Ladybirds: Identification and Attraction
Identify common UK ladybirds in your garden and learn how to attract them. Native species, lifecycle, and pest control benefits.
Key takeaways
- The UK has 46 ladybird species and the 7-spot is the most common garden visitor
- A single ladybird consumes up to 5,000 aphids across its lifetime
- Ladybird larvae eat more aphids than adults and are often mistaken for pests
- The invasive harlequin ladybird has displaced native species since arriving in 2004
- Leaving leaf litter and avoiding pesticides are the two most effective ways to support ladybirds
- Umbellifers like fennel, dill, and cow parsley provide essential nectar for adult ladybirds
Ladybirds are among the most effective natural pest controllers in any UK garden. A single 7-spot ladybird eats up to 5,000 aphids across its lifetime. Yet many gardeners unknowingly destroy ladybird habitat or poison these allies with broad-spectrum pesticides. Understanding which species visit your garden, how their lifecycle works, and what they need to thrive turns a chemical-dependent plot into a self-regulating ecosystem.
The UK has 46 ladybird species.

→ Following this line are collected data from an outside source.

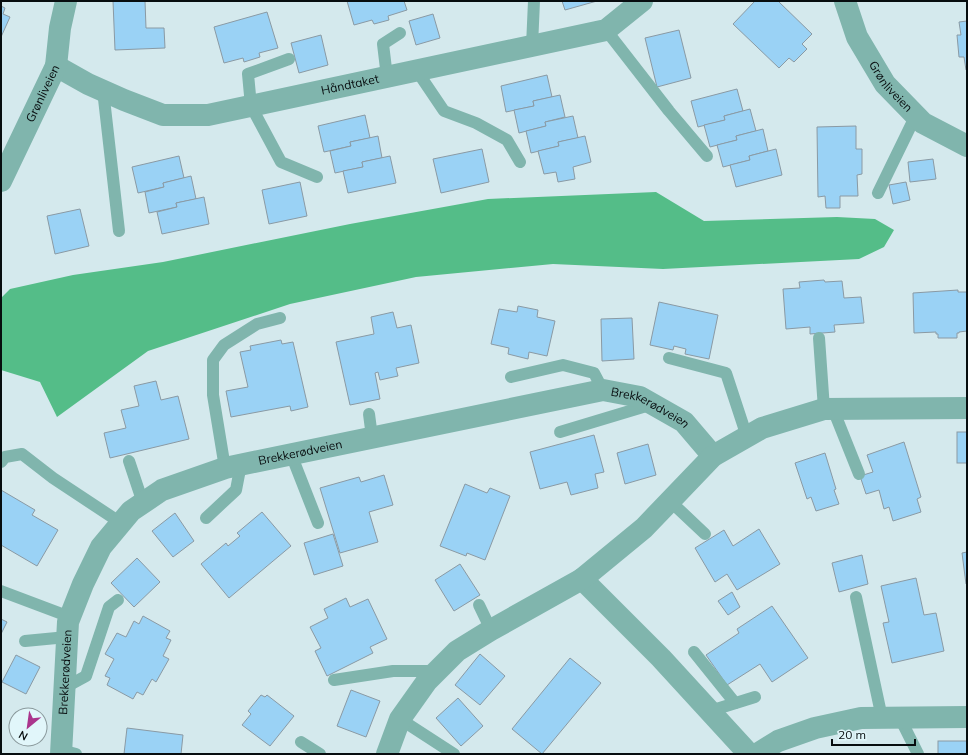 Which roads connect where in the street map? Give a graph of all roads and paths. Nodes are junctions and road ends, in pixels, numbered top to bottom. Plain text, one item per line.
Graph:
1 (66, 1) edge
2 (534, 1) edge
3 (642, 1) edge
4 (846, 1) edge
5 (606, 30) junction
6 (400, 32) dead end
7 (532, 46) junction
8 (289, 59) dead end
9 (56, 66) junction
10 (417, 71) junction
11 (387, 77) junction
12 (103, 90) junction
13 (251, 106) junction
14 (916, 115) junction
15 (967, 146) edge
16 (707, 156) dead end
17 (520, 162) dead end
18 (317, 177) dead end
19 (2, 178) edge
20 (878, 193) dead end
21 (119, 230) dead end
22 (280, 318) dead end
23 (819, 338) dead end
24 (669, 358) dead end
25 (511, 377) dead end
26 (603, 390) junction
27 (653, 404) junction
28 (967, 408) edge
29 (829, 409) junction
30 (369, 414) dead end
31 (560, 432) dead end
32 (372, 437) junction
33 (747, 437) junction
34 (291, 454) junction
35 (713, 456) junction
36 (128, 461) dead end
37 (1, 462) edge
38 (233, 466) junction
39 (859, 474) dead end
40 (670, 501) junction
41 (143, 503) junction
42 (206, 518) dead end
43 (121, 523) junction
44 (318, 523) dead end
45 (705, 534) dead end
46 (582, 579) junction
47 (1, 591) edge
48 (856, 597) dead end
49 (118, 600) dead end
50 (479, 605) dead end
51 (69, 627) junction
52 (491, 630) junction
53 (25, 641) dead end
54 (694, 652) dead end
55 (438, 671) junction
56 (334, 680) dead end
57 (64, 688) junction
58 (754, 697) dead end
59 (735, 703) junction
60 (710, 711) junction
61 (891, 718) junction
62 (967, 718) edge
63 (400, 719) junction
64 (302, 742) dead end
65 (66, 753) edge
66 (320, 754) edge
67 (387, 754) edge
68 (454, 754) edge
69 (749, 754) edge
70 (757, 754) edge
71 (918, 754) edge

1 - 9 street, Grønliveien
2 - 7 lane
3 - 5 street, Håndtaket
4 - 14 street, Grønliveien
5 - 7 street, Håndtaket
5 - 16 lane
6 - 11 lane
7 - 10 street, Håndtaket
8 - 13 lane
9 - 12 street, Håndtaket
9 - 19 street, Grønliveien
10 - 11 street, Håndtaket
10 - 17 lane
11 - 13 street, Håndtaket
12 - 13 street, Håndtaket
12 - 21 lane
13 - 18 lane
14 - 15 street, Grønliveien
14 - 20 lane
22 - 38 lane
23 - 29 lane
24 - 33 lane
25 - 26 lane
26 - 27 street, Brekkerødveien
26 - 32 street, Brekkerødveien
27 - 31 lane
27 - 35 street, Brekkerødveien
28 - 29 street
29 - 33 street
29 - 39 lane
30 - 32 lane
32 - 34 street, Brekkerødveien
33 - 35 street
34 - 38 street, Brekkerødveien
34 - 44 lane
35 - 40 street
36 - 41 lane
37 - 43 lane
38 - 41 street, Brekkerødveien
38 - 42 lane
40 - 45 lane
40 - 46 street
41 - 43 street, Brekkerødveien
43 - 51 street, Brekkerødveien
46 - 52 street
46 - 60 street
47 - 51 lane
48 - 61 lane
49 - 57 lane
50 - 52 lane
51 - 53 lane
51 - 57 street, Brekkerødveien
52 - 55 street
54 - 59 lane
55 - 56 lane
55 - 63 street
57 - 65 street, Brekkerødveien
58 - 59 lane
59 - 60 lane
60 - 69 street
61 - 62 street
61 - 70 street
61 - 71 lane
63 - 67 street
63 - 68 lane
64 - 66 lane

Not all are the red-and-black beetles most people picture. Some are yellow, orange, cream, or brown. Some eat aphids. Others feed on mildew or scale insects. Knowing what to look for changes how you manage pests forever.
Why ladybirds matter in gardens
Ladybirds are the most important aphid predators in British gardens. Their appetite for soft-bodied insects makes them a frontline defence against the greenfly and blackfly that damage roses, beans, brassicas, and fruit trees every summer.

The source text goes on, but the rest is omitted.